* Material supplied
>>>
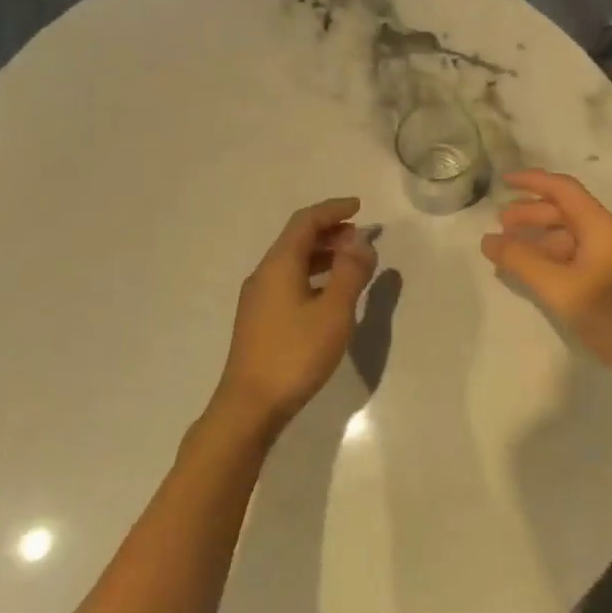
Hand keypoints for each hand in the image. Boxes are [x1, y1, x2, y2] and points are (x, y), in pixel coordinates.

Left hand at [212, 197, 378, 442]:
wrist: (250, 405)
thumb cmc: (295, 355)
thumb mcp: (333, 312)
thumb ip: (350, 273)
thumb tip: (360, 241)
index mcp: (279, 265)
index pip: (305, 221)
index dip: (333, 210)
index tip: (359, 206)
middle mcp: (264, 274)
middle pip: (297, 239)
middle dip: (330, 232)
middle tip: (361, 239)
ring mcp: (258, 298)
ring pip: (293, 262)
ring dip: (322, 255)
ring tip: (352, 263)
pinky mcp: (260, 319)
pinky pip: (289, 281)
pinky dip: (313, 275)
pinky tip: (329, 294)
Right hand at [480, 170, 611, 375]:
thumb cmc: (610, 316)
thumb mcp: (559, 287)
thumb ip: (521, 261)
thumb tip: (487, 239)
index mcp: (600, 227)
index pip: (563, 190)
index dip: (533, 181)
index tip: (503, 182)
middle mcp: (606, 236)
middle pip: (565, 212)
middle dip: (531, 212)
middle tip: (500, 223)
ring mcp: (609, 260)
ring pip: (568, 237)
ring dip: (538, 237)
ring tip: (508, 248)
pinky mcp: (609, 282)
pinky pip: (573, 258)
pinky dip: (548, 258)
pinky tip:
<<<
* Task brief
Look through the material above for the string "index" and copy each line that has it.

* Finished task
index mcp: (279, 265)
index pip: (305, 221)
index dip: (333, 210)
index tip: (359, 206)
index mcp: (600, 227)
index pip: (563, 190)
index dip: (533, 181)
index tip: (503, 182)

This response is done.